The Perception of Deception
On September 1, 2017, the county executive was quoted in The Frederick News Post about many things she blames on the previous board of county commissioners. She uses perception of numbers to simulate that the sky is falling on several issues.
But, when you look closely at the real data, nothing could be farther from the truth.
The executive claims that the bridge over Route 340 at the entrance to the Jefferson Tech Park was “the largest bad deal and the largest taxpayer giveaway in county history.”
She said the interchange “could cost” $120 million in maintenance over the next 100 years. She changed an agreement made by the previous Board of County Commissioners so that the county will now take over 3.8 miles of dilapidated excess state highway roads and in return give the state highway a brand new bridge.
Now in case you don’t already see the flaws in this incredibly bad deal, I will put this in layman’s terms so it’s very easy to follow.
Let’s say the new bridge built by and paid for the developer is a brand new Cadillac. The 3.8 miles of existing 40-year-old state roadways are let’s say, a 1977 AMC Gremlin. In order to get the Gremlin to run, you have to put “X” amount of dollars into it, then in order to keep it running, you need to maintain it at a cost of “X.”

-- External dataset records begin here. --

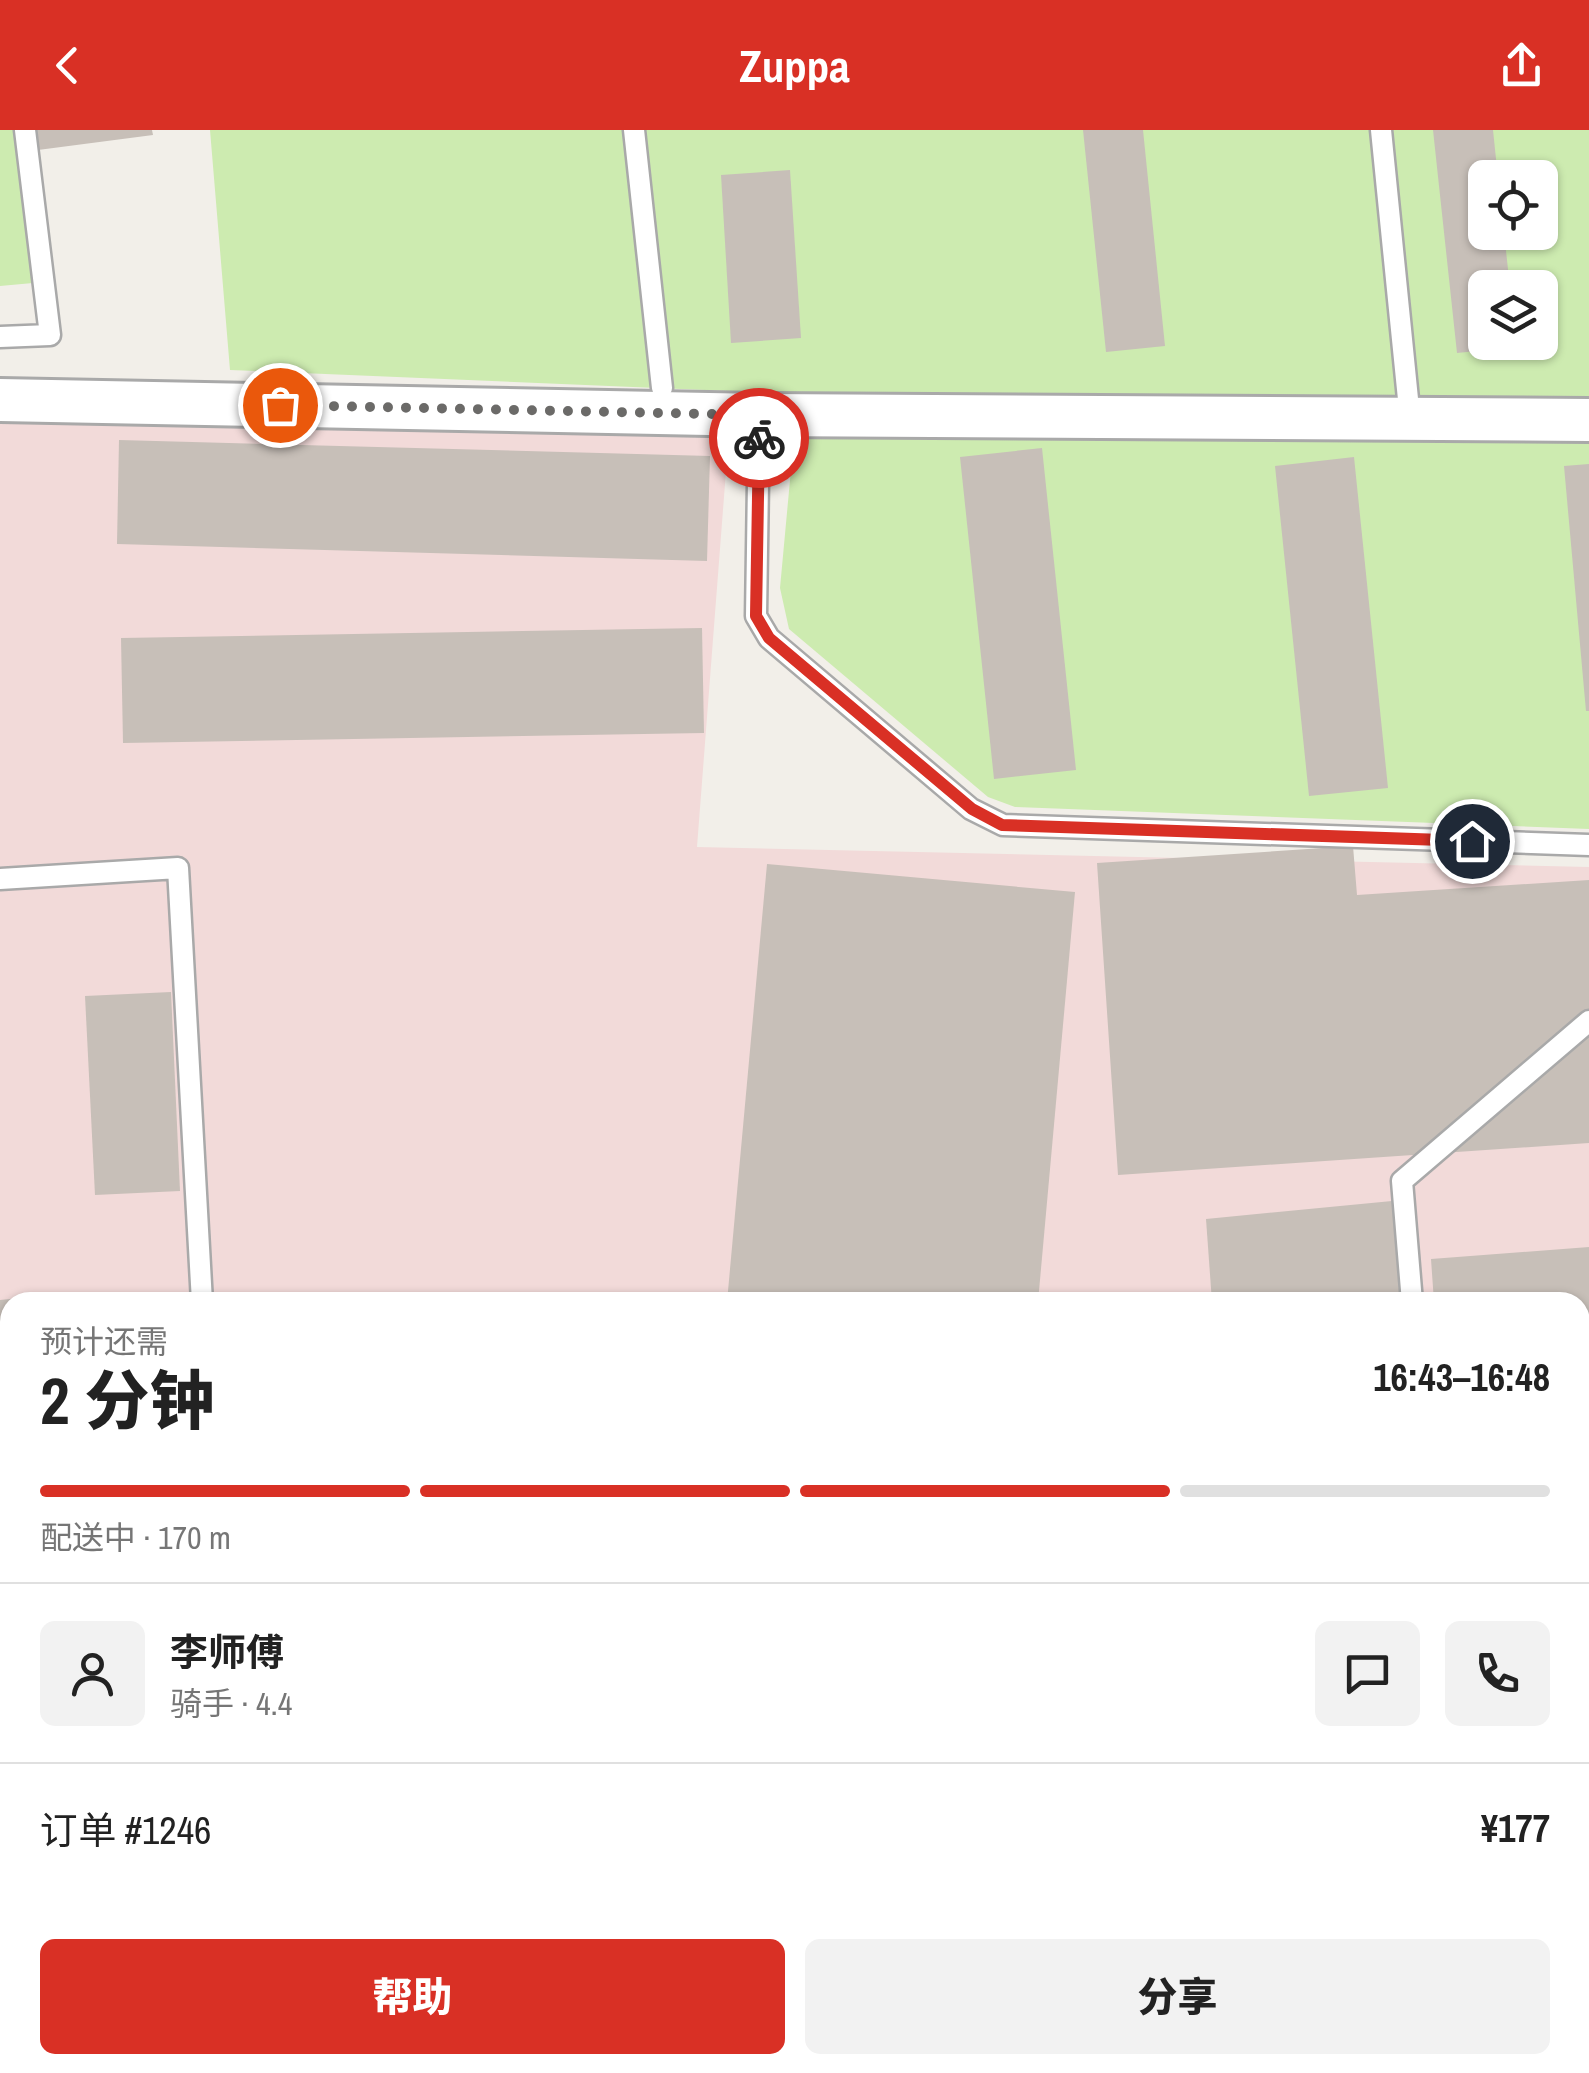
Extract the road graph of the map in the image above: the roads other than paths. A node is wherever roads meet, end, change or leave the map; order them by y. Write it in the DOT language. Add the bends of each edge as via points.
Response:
graph roads {
  1 [pos="25,130"];
  2 [pos="634,130"];
  3 [pos="1380,130"];
  4 [pos="0,337"];
  5 [pos="662,388"];
  6 [pos="0,400"];
  7 [pos="759,415"];
  8 [pos="1410,419"];
  9 [pos="1589,420"];
  10 [pos="1589,845"];
  11 [pos="0,880"];
  12 [pos="1589,1021"];
  13 [pos="201,1292"];
  14 [pos="1411,1292"];
  1 -- 4 [label="lane" via="50,335"];
  2 -- 5 [label="lane"];
  3 -- 8 [label="lane"];
  6 -- 7 [label="street"];
  7 -- 8 [label="street"];
  7 -- 10 [label="lane" via="756,616 769,638 972,809 1002,825"];
  8 -- 9 [label="street"];
  11 -- 13 [label="lane" via="178,868"];
  12 -- 14 [label="lane" via="1402,1180"];
}
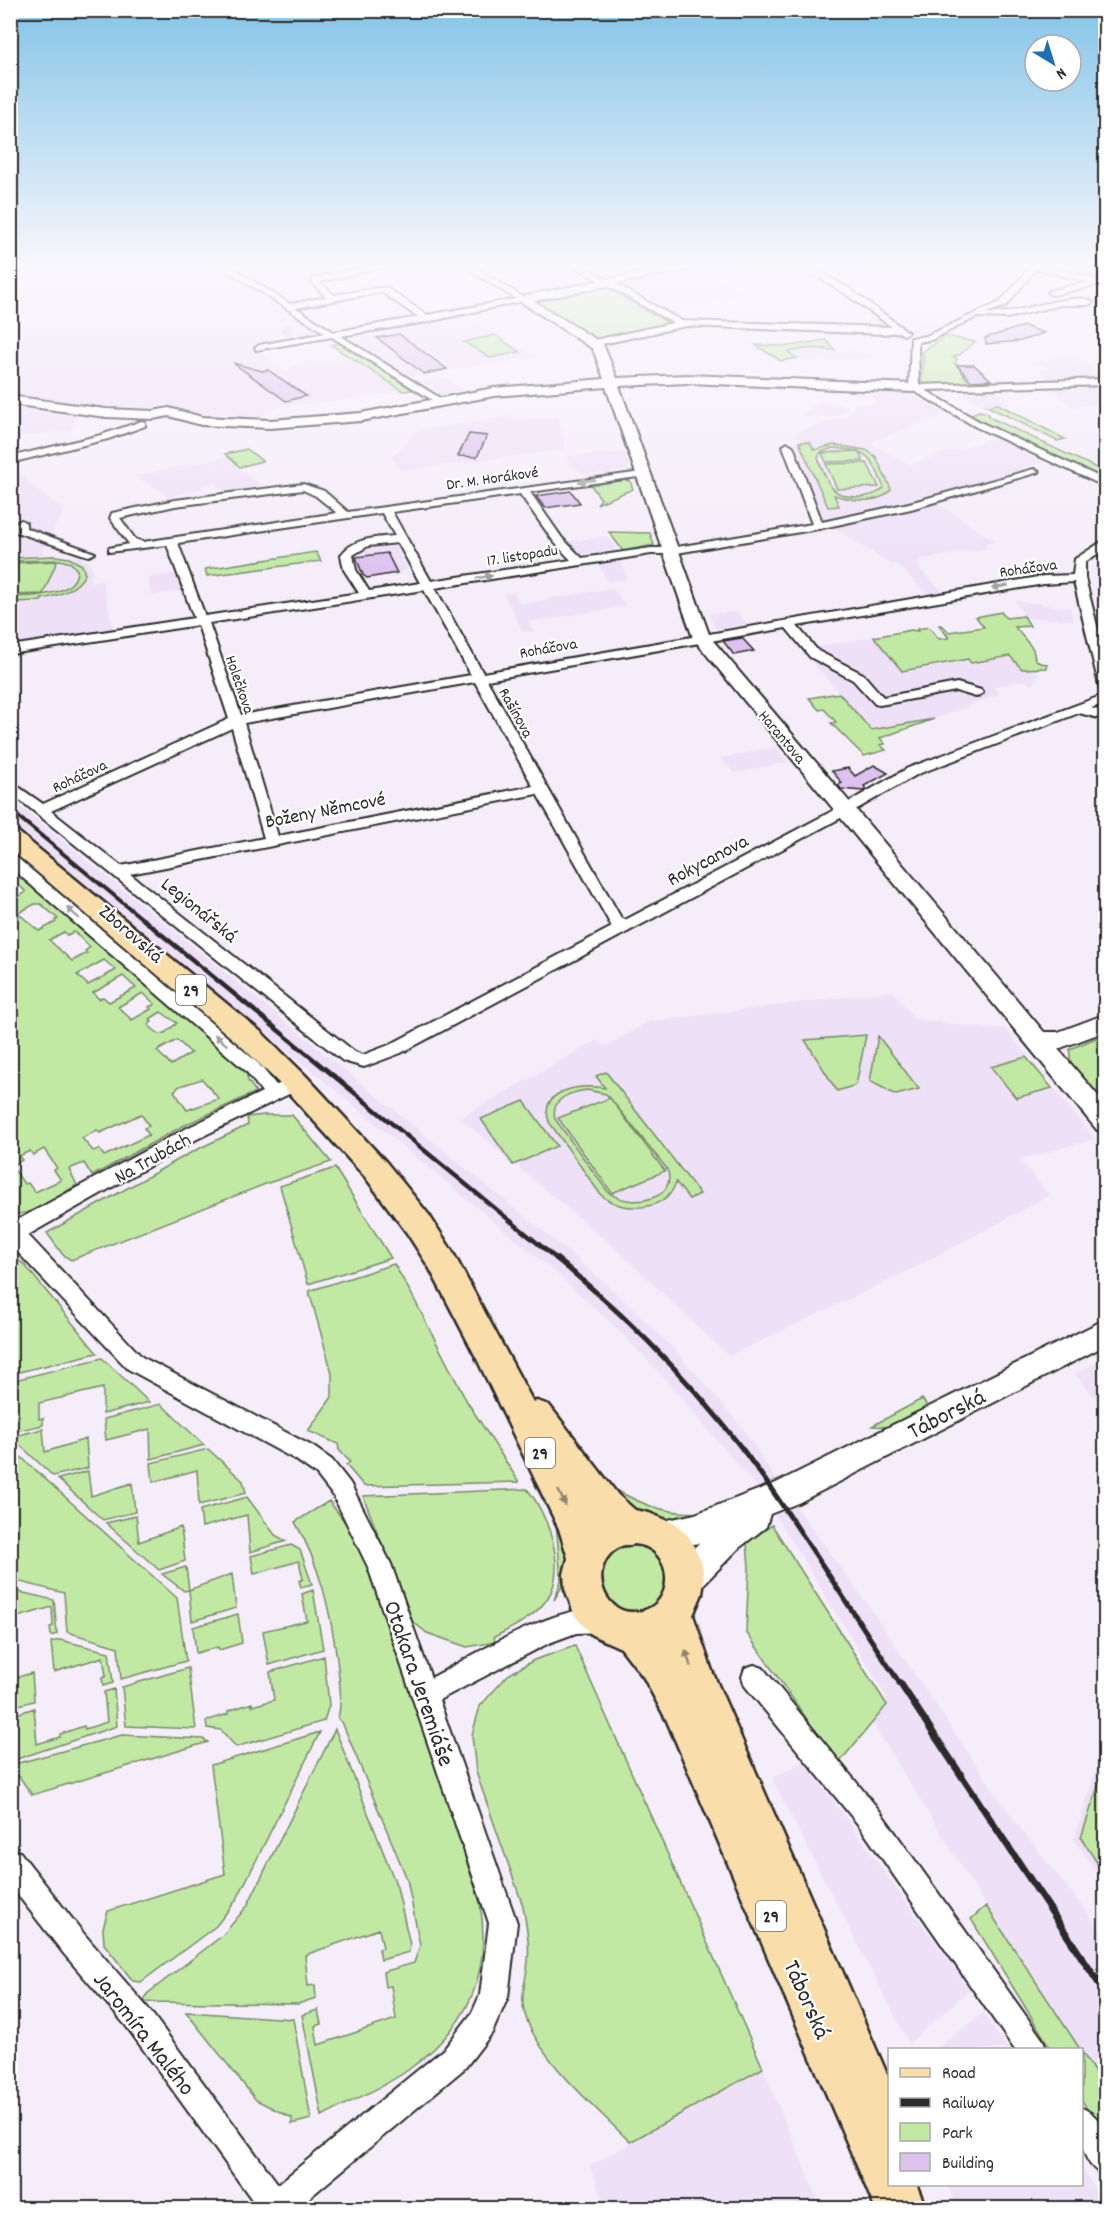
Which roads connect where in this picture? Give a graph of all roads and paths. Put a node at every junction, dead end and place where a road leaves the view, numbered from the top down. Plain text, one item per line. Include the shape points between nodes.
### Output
1 (389, 370) edge
2 (607, 370) edge
3 (914, 370) edge
4 (1106, 382) edge
5 (612, 383) junction
6 (914, 388) junction
7 (10, 400) edge
8 (440, 402) junction
9 (147, 423) junction
10 (788, 446) dead end
11 (10, 460) edge
12 (1034, 472) dead end
13 (645, 473) junction
14 (1106, 484) edge
15 (523, 490) junction
16 (385, 509) junction
17 (345, 515) junction
18 (21, 524) dead end
19 (818, 526) junction
20 (401, 539) junction
21 (171, 540) junction
22 (1106, 542) edge
23 (139, 544) junction
24 (671, 550) junction
25 (579, 562) junction
26 (1078, 578) junction
27 (426, 585) junction
28 (366, 595) junction
29 (201, 621) junction
30 (788, 623) junction
31 (702, 638) junction
32 (10, 650) edge
33 (478, 676) junction
34 (1104, 682) edge
35 (976, 693) dead end
36 (1106, 698) edge
37 (1076, 708) junction
38 (1106, 717) edge
39 (236, 720) junction
40 (10, 785) edge
41 (540, 789) junction
42 (42, 810) junction
43 (845, 810) junction
44 (10, 837) edge
45 (272, 841) junction
46 (10, 859) edge
47 (119, 871) junction
48 (624, 928) junction
49 (1106, 1022) edge
50 (1038, 1041) junction
51 (364, 1061) joint
52 (284, 1088) junction
53 (1106, 1124) edge
54 (12, 1234) edge
55 (1106, 1332) edge
56 (490, 1351) junction
57 (787, 1493) junction
58 (646, 1532) junction
59 (584, 1573) junction
60 (680, 1596) junction
61 (617, 1625) junction
62 (543, 1633) junction
63 (754, 1677) dead end
64 (425, 1694) junction
65 (10, 1862) edge
66 (1032, 2048) edge
67 (1083, 2125) edge
68 (888, 2133) edge
69 (1106, 2161) edge
70 (888, 2182) edge
71 (890, 2186) edge
72 (909, 2186) edge
73 (276, 2207) edge
74 (902, 2208) edge
75 (915, 2208) edge

1 - 8 street
2 - 5 street, Harantova
3 - 6 street
4 - 6 street
5 - 6 street via 687,379
5 - 8 street via 494,392
5 - 13 street, Harantova
6 - 14 street via 979,425
7 - 9 street via 106,413
8 - 9 street via 299,423 180,424 177,413
9 - 11 street
10 - 19 street
12 - 19 street, 17. listopadu
13 -> 15 street, Dr. M. Horákové
13 - 24 street, Harantova
15 - 16 street, Dr. M. Horákové
15 - 25 street via 558,540
16 - 17 street, Dr. M. Horákové
16 - 20 street, Rašínova
17 - 21 street, Dr. M. Horákové
17 - 23 street via 305,487 119,512 117,522 130,541
18 - 23 street, Dr. M. Horákové via 20,530 33,536 89,553 99,548 107,556
19 - 24 street, 17. listopadu
20 - 27 street, Rašínova
20 - 28 street via 358,545 347,552 347,562
21 - 23 street, Dr. M. Horákové
21 - 29 street, Holečkova
22 - 26 street via 1079,561
24 - 25 street, 17. listopadu
24 - 31 street, Harantova
27 -> 25 street, 17. listopadu
26 -> 30 street, Roháčova via 1044,580
26 - 34 street
27 - 28 street, 17. listopadu
27 - 33 street, Rašínova
28 - 29 street, 17. listopadu
29 - 32 street, 17. listopadu
29 - 39 street, Holečkova
30 - 31 street, Roháčova
30 - 35 street via 814,654 858,677 880,701 957,687
31 - 33 street, Roháčova
31 - 43 street, Harantova
33 - 39 street, Roháčova
33 - 41 street, Rašínova
36 - 37 street, Rokycanova
37 - 38 street
37 - 43 street, Rokycanova via 913,771
39 - 42 street, Roháčova
39 - 45 street, Holečkova
40 - 42 street, Legionářská
41 - 45 street, Boženy Němcové
41 - 48 street, Rašínova via 615,921
42 - 47 street, Legionářská
43 - 48 street, Rokycanova
43 - 50 street, Harantova
44 - 52 main road, 29 via 251,1039
45 - 47 street, Boženy Němcové
52 -> 46 street, Zborovská via 252,1067
47 - 51 street, Legionářská via 349,1057
48 - 51 street, Rokycanova via 384,1055
49 - 50 street via 1060,1040
50 - 53 street, Harantova
52 - 54 street, Na Trubách via 191,1134
52 - 56 main road, 29 via 376,1170 441,1260
54 - 64 street, Otakara Jeremiáše via 135,1364 324,1467 342,1490 379,1564
55 - 57 street, Táborská
56 - 58 main road, 29 via 605,1507
56 -> 59 main road, 29 via 576,1526
57 - 58 street, Táborská via 695,1529
57 - 60 street, Táborská via 727,1537
58 - 59 main road via 612,1533 596,1542
58 - 60 main road, 29 via 674,1546 681,1557
59 - 61 main road, 29 via 591,1607
59 - 62 street via 569,1609
60 - 61 main road via 658,1625
68 -> 60 main road, Táborská / 29 via 693,1674
61 - 62 street via 576,1621
61 - 70 main road, Táborská / 29 via 658,1664 681,1707
62 - 64 street
63 - 66 street via 870,1819
64 - 73 street, Otakara Jeremiáše via 503,1923 494,1997 482,2023 456,2058
65 - 73 street, Jaromíra Malého via 137,2017
67 - 69 street
71 - 74 main road, Táborská / 29
72 - 75 main road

These roads are no different. They’re 40 years old plus or minus. So they need to be brought up to current standards which is not cheap. Also, every year now we have 3.8 miles more of roadway to maintain and remove snow, year-after-year-after-year. Whereas the new Cadillac you would spend zero dollars on repairs and maintenance is minimal year-after-year.
This goes for the bridge, as well. This bridge will require zero repairs for 50+ years and the maintenance will be minimal as well.
Another factor to look at is that most state highway bridges take a beating day-in and day-out, and they last 40-50 years with very minimal repairs and most will last 75-100 years until replaced.
This bridge into Jefferson Tech Park will service 825 homes as well as commercial tenants.
This bridge will take on minimal traffic loads unlike a bridge say on Interstate 270, and it will not require replacement until well beyond the 100 year mark.
So, what would you do, buy the Gremlin and own the money pit, or buy the Cadillac and keep your money in the bank?
Now for the numbers. This tech park subdivision will have 825 houses when complete. Let’s use a modest property tax on each house of $3,500 annually. That amounts to $2,887,500 annually from the property tax on the residential portion of this development.
If we use a ratio of 71% of the tax revenue (currently the income tax ratio to property tax is 71%) that adds another $2,050,125 of revenue.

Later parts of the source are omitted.